» **Task prompt**
Your output must hold every entry exactly as written and none of the pictures.

» **Stored data**
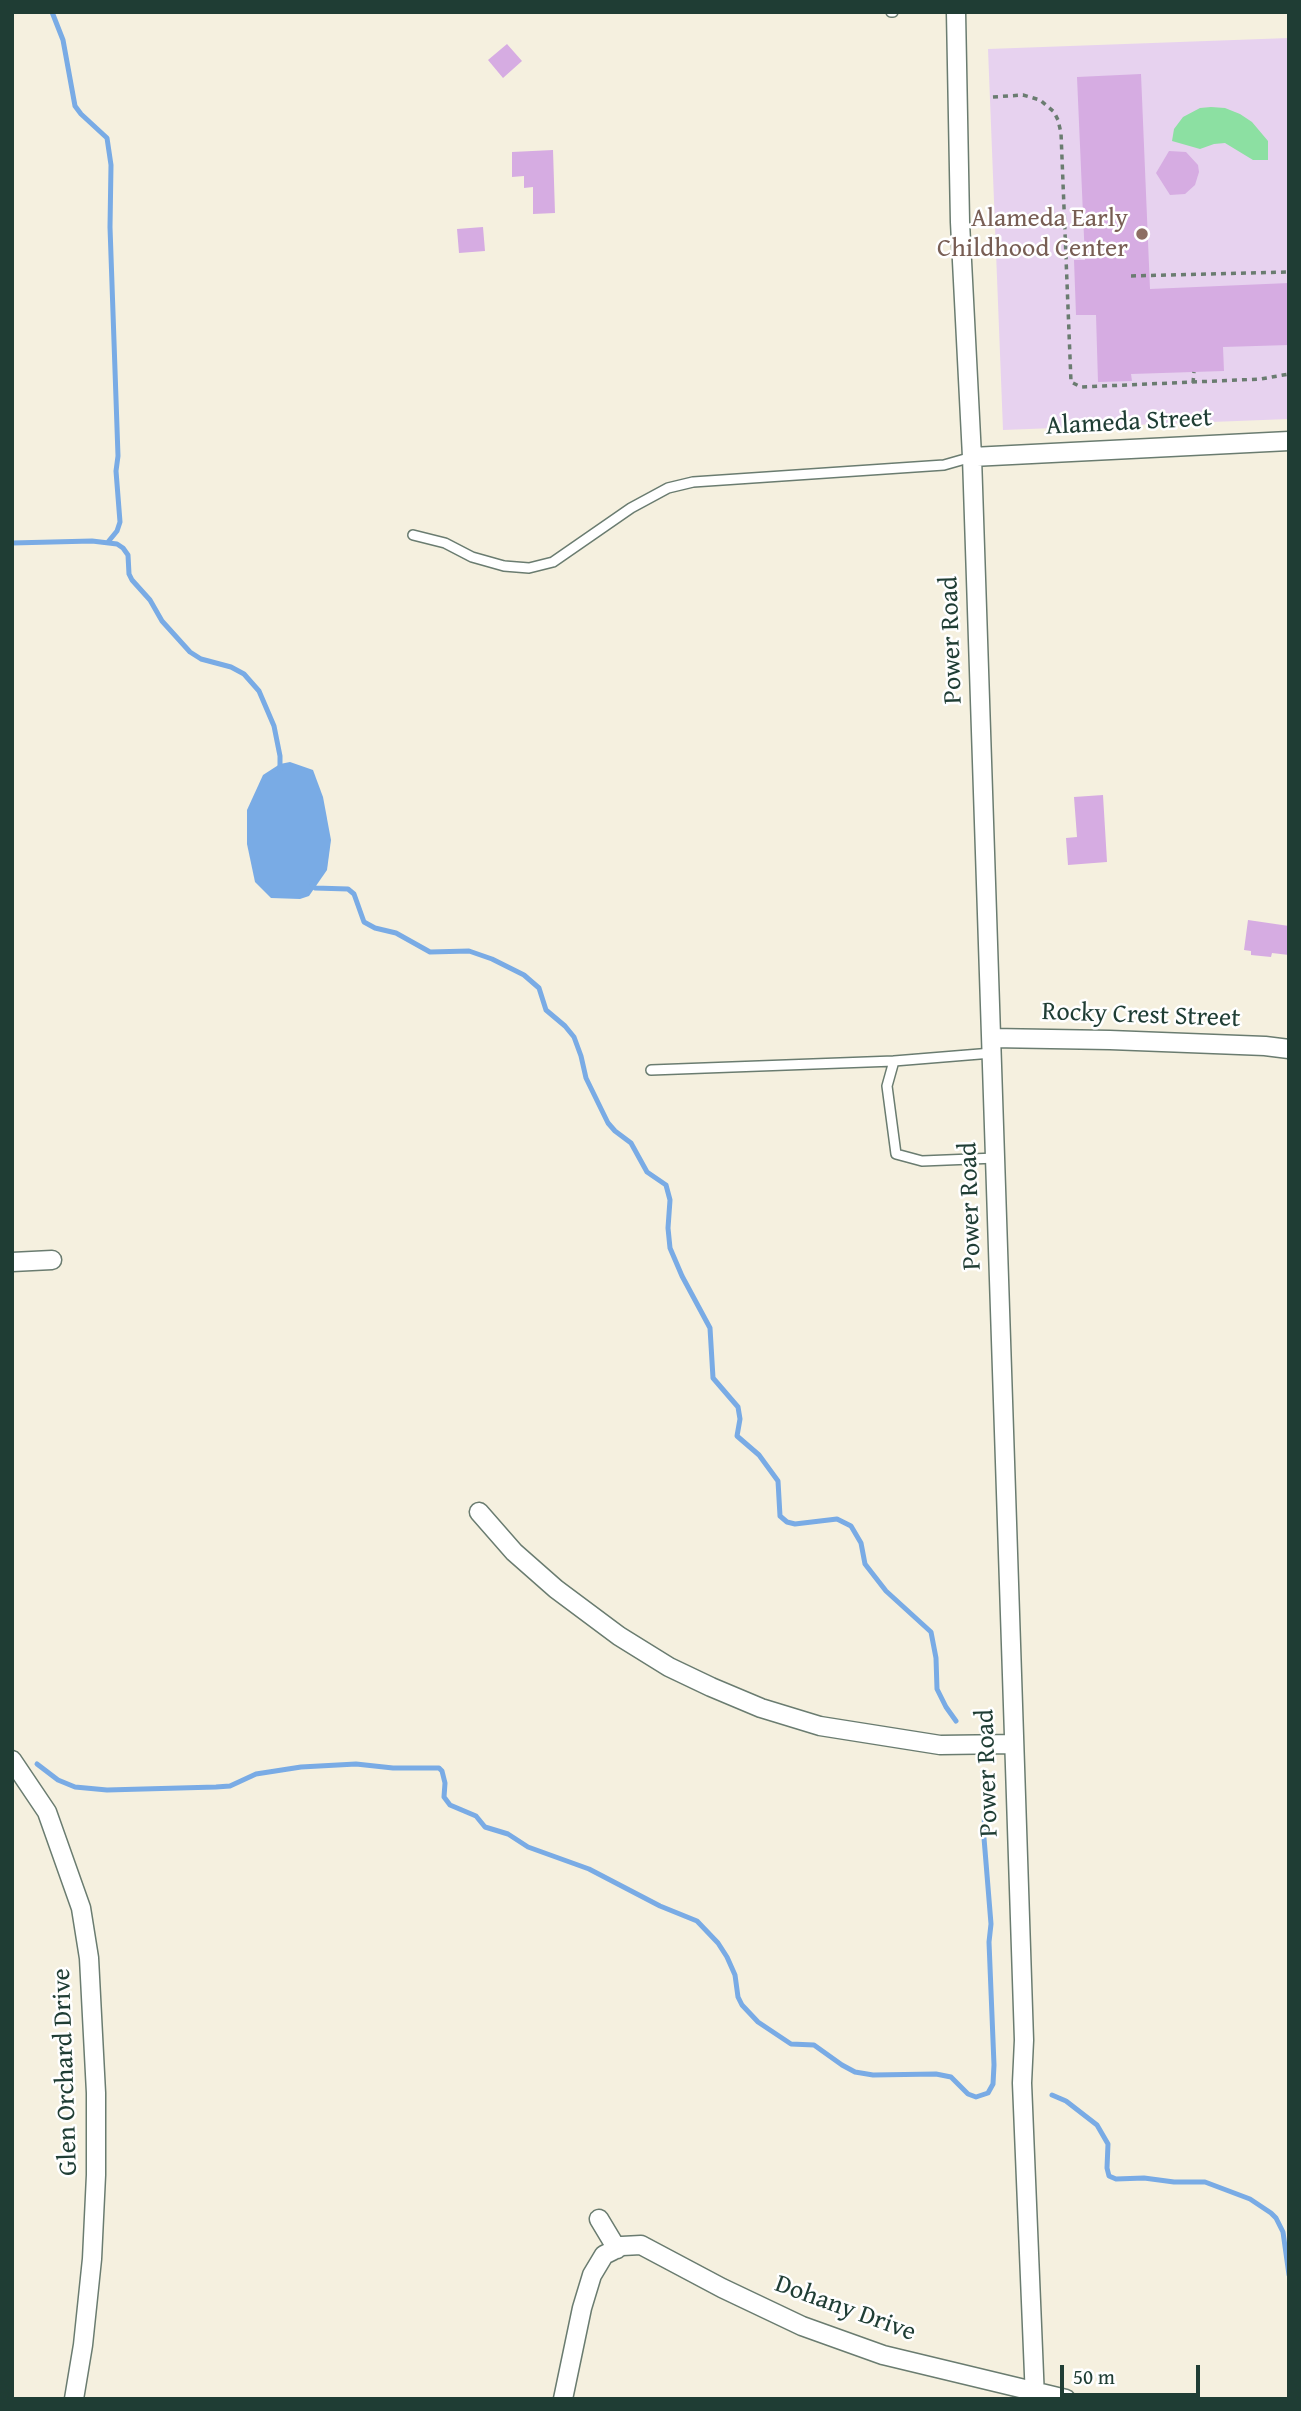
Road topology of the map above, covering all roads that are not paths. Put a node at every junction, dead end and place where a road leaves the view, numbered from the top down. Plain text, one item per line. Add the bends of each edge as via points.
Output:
1 (956, 12) edge
2 (1289, 442) edge
3 (972, 457) junction
4 (413, 535) dead end
5 (992, 1045) junction
6 (1289, 1049) edge
7 (894, 1061) junction
8 (651, 1070) dead end
9 (996, 1158) junction
10 (52, 1260) dead end
11 (12, 1262) edge
12 (479, 1512) dead end
13 (1014, 1744) junction
14 (12, 1760) edge
15 (599, 2219) dead end
16 (617, 2249) junction
17 (1034, 2394) edge
18 (74, 2399) edge
19 (563, 2399) edge
20 (1066, 2399) edge

1 - 3 street, Power Road via 960,222
2 - 3 street, Alameda Street
3 - 4 lane via 944,466 693,482 668,488 553,562 528,568 472,557 445,543
3 - 5 street, Power Road
5 - 6 street, Rocky Crest Street via 1151,1041
5 - 7 lane
5 - 9 street, Power Road
7 - 8 lane
7 - 9 lane via 887,1086 896,1154 922,1161
9 - 13 street, Power Road
10 - 11 street
12 - 13 street via 514,1552 556,1589 668,1667 711,1687 820,1726 940,1745
13 - 17 street, Power Road
14 - 18 street, Glen Orchard Drive via 47,1812 81,1908 89,1958 96,2175 83,2346
15 - 16 street
16 - 17 street, Dohany Drive via 641,2245 802,2326 883,2355
16 - 19 street via 604,2255 592,2275
17 - 20 street, Dohany Drive

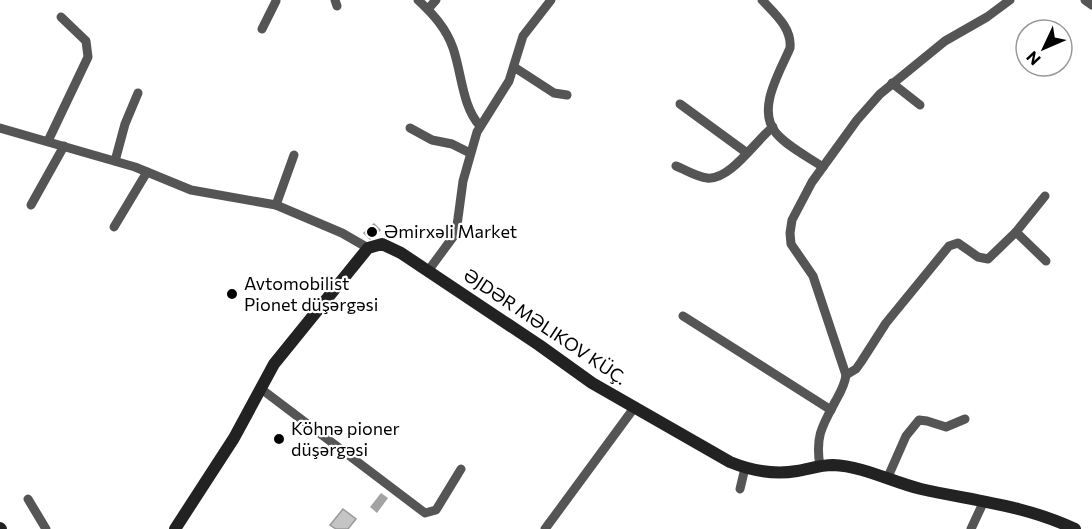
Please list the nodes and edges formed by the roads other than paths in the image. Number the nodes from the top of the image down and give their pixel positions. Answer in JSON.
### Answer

» **Expected answer**
Road topology of the map above, covering all roads that are not paths. Put a node at every junction, dead end and place where a road leaves the view, numbered from the top down. Plain text, one item per line. Add the bends of each edge as via points.
Output:
1 (956, 12) edge
2 (1289, 442) edge
3 (972, 457) junction
4 (413, 535) dead end
5 (992, 1045) junction
6 (1289, 1049) edge
7 (894, 1061) junction
8 (651, 1070) dead end
9 (996, 1158) junction
10 (52, 1260) dead end
11 (12, 1262) edge
12 (479, 1512) dead end
13 (1014, 1744) junction
14 (12, 1760) edge
15 (599, 2219) dead end
16 (617, 2249) junction
17 (1034, 2394) edge
18 (74, 2399) edge
19 (563, 2399) edge
20 (1066, 2399) edge

1 - 3 street, Power Road via 960,222
2 - 3 street, Alameda Street
3 - 4 lane via 944,466 693,482 668,488 553,562 528,568 472,557 445,543
3 - 5 street, Power Road
5 - 6 street, Rocky Crest Street via 1151,1041
5 - 7 lane
5 - 9 street, Power Road
7 - 8 lane
7 - 9 lane via 887,1086 896,1154 922,1161
9 - 13 street, Power Road
10 - 11 street
12 - 13 street via 514,1552 556,1589 668,1667 711,1687 820,1726 940,1745
13 - 17 street, Power Road
14 - 18 street, Glen Orchard Drive via 47,1812 81,1908 89,1958 96,2175 83,2346
15 - 16 street
16 - 17 street, Dohany Drive via 641,2245 802,2326 883,2355
16 - 19 street via 604,2255 592,2275
17 - 20 street, Dohany Drive

Please list the nodes and edges formed by the roads other than paths in the image. Number the nodes from the top of the image down and give their pixel positions. Answer in JSON.
### Answer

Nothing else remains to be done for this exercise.